California on Thursday won an ongoing legal challenge to the state’s auto-IRA program, CalSavers.
A three-judge panel in the U.S. Court of Appeals for the Ninth Circuit affirmed a district court’s dismissal of the case. The savings system is not a plan under the Employee Retirement Income Security Act and is therefore not preempted by the law, the panel wrote the opinion published yesterday.
The case is the first to challenge a state-sponsored retirement program for private sector workers. The decision is welcome news for numerous states and a handful of municipalities that have built their own auto-IRA systems or are planning to.
“The panel concluded that CalSavers is not an ERISA plan because it is established and maintained by the state, not employers; it does not require employers to operate their own ERISA plans; and it does not have an impermissible reference to or connection with ERISA. Nor does CalSavers interfere with ERISA’s core purposes,” the panel wrote. “Accordingly, ERISA does not preempt the California law.”
It is unclear whether the plaintiff, the Howard Jarvis Taxpayers Association, plans to ask the U.S. Supreme Court to review the decision. The tax group did not immediately respond to a request for comment.
“CalSavers is a simple solution to level the playing field for workers who for too long haven’t had access to workplace-based retirement plans,” California State Treasurer Fiona Ma said in an announcement about the court’s decision. “There is no reason to deny millions of hardworking Californians access to this savings program when the alternative is to see them work until they are physically unable to, or suffer the hardships that come with little to no savings.”
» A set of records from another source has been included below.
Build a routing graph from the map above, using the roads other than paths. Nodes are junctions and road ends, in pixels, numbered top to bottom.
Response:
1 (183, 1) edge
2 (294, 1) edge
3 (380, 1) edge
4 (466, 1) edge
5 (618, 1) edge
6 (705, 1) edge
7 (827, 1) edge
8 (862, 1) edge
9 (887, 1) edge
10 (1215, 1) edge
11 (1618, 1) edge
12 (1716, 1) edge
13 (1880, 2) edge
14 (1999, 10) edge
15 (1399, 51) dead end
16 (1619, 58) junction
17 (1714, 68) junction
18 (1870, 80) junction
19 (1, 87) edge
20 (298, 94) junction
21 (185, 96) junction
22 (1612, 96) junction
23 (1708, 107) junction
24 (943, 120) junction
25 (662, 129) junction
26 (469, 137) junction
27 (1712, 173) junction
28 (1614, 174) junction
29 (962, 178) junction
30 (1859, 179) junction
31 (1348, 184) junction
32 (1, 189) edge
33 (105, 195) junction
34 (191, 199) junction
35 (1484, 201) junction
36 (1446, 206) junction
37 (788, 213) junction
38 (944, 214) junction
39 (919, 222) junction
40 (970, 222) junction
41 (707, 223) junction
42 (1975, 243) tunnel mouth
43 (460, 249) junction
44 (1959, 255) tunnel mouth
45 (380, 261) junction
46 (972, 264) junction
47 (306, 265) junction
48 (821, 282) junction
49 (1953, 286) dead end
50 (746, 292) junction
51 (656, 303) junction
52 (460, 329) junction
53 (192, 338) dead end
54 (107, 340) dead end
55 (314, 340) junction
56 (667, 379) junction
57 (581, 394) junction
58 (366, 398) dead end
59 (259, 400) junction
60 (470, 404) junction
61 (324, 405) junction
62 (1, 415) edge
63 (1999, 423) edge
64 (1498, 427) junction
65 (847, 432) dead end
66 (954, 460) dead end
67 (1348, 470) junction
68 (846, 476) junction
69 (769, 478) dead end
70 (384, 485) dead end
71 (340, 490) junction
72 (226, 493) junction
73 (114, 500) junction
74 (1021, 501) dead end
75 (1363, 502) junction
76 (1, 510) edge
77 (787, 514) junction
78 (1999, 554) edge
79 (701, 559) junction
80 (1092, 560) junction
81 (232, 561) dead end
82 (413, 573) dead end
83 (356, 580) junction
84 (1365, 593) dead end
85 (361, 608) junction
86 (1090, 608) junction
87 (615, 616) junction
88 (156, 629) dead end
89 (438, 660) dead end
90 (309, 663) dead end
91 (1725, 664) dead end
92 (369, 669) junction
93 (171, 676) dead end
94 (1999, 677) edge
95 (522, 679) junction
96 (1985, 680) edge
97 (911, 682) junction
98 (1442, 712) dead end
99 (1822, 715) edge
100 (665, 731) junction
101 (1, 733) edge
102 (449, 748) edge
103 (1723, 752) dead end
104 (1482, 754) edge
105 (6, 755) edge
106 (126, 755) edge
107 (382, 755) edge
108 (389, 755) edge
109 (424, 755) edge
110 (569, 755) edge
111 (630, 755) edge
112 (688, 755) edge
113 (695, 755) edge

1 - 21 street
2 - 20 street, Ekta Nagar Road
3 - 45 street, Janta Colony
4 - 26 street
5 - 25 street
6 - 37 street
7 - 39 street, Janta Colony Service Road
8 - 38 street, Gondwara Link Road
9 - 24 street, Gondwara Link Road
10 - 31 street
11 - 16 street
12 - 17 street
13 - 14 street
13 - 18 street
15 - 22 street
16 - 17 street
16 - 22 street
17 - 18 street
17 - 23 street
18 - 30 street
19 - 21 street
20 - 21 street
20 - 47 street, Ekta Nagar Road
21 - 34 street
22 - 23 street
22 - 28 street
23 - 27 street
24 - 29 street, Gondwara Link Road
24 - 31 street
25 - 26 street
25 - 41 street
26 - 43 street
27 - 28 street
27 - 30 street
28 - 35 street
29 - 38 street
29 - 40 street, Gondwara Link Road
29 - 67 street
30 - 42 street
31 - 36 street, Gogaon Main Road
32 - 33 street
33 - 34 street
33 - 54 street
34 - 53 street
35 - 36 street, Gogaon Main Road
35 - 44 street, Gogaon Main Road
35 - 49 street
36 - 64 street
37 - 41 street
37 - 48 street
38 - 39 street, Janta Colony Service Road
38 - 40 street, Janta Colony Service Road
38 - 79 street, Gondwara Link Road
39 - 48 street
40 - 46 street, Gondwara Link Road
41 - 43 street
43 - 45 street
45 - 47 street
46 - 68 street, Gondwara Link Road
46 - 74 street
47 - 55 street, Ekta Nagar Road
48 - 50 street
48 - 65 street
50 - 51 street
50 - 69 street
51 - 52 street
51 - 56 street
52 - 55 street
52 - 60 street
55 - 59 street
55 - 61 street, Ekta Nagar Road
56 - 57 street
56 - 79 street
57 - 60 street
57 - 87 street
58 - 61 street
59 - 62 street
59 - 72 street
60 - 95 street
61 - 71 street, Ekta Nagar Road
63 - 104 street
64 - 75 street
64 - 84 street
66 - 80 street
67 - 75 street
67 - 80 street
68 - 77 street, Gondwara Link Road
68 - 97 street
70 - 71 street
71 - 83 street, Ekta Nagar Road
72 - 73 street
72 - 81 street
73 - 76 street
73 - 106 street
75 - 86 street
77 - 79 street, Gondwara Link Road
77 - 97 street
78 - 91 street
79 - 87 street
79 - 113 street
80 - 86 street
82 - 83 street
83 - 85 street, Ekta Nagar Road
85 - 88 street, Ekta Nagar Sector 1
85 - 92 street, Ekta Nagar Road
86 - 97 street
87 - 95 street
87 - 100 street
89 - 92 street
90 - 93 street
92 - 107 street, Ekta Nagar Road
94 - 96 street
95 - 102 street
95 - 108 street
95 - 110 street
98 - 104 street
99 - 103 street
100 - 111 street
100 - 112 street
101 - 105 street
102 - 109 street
The state passed the program in 2017, and it launched in 2019. So far, about 10,000 employers have registered, with 340,000 workers enrolled and 140,000 accounts being funded. The program represents about $68 million in assets.
California has been implementing the program in waves, with businesses with more than 50 employees being required to register by June 30. By June 20, 2022, the state will require businesses with at least five workers to participate, unless they already offer a retirement plan.
Other states, including Oregon and Illinois, also have active programs. The auto-IRA initiatives faced a setback in 2016, when Congress repealed a Department of Labor rule that provided a safe harbor for the programs. The development did not resolve the issue of whether state-run plans for private-sector workers could be preempted by ERISA, the appeals court noted.
The Howard Jarvis Taxpayers Association brought its case in 2018. The district court dismissed the claims the following year, though the plaintiffs were allowed to amend their complaint. The court again dismissed the case in March 2020.
“This decision represents the third dismissal of this case,” said Angela Antonelli, executive director of Georgetown University’s Center for Retirement Initiatives, in an email. “States leaders have and will continue to confidently move forward adopting new auto-IRA programs, as we have seen most recently this year with New York City and the Commonwealth of Virginia, providing millions of workers with the opportunity to save for their future.”
There will be a total of 13 enacted state programs and two city systems following New York City’s approval, she noted. Ten of the programs are auto-IRA design, like CalSavers, she said.
Last year, the Department of Labor filed a brief with the court, siding with the taxpayers association. But with the change in administration, the regulator this year withdrew its support for the plaintiff.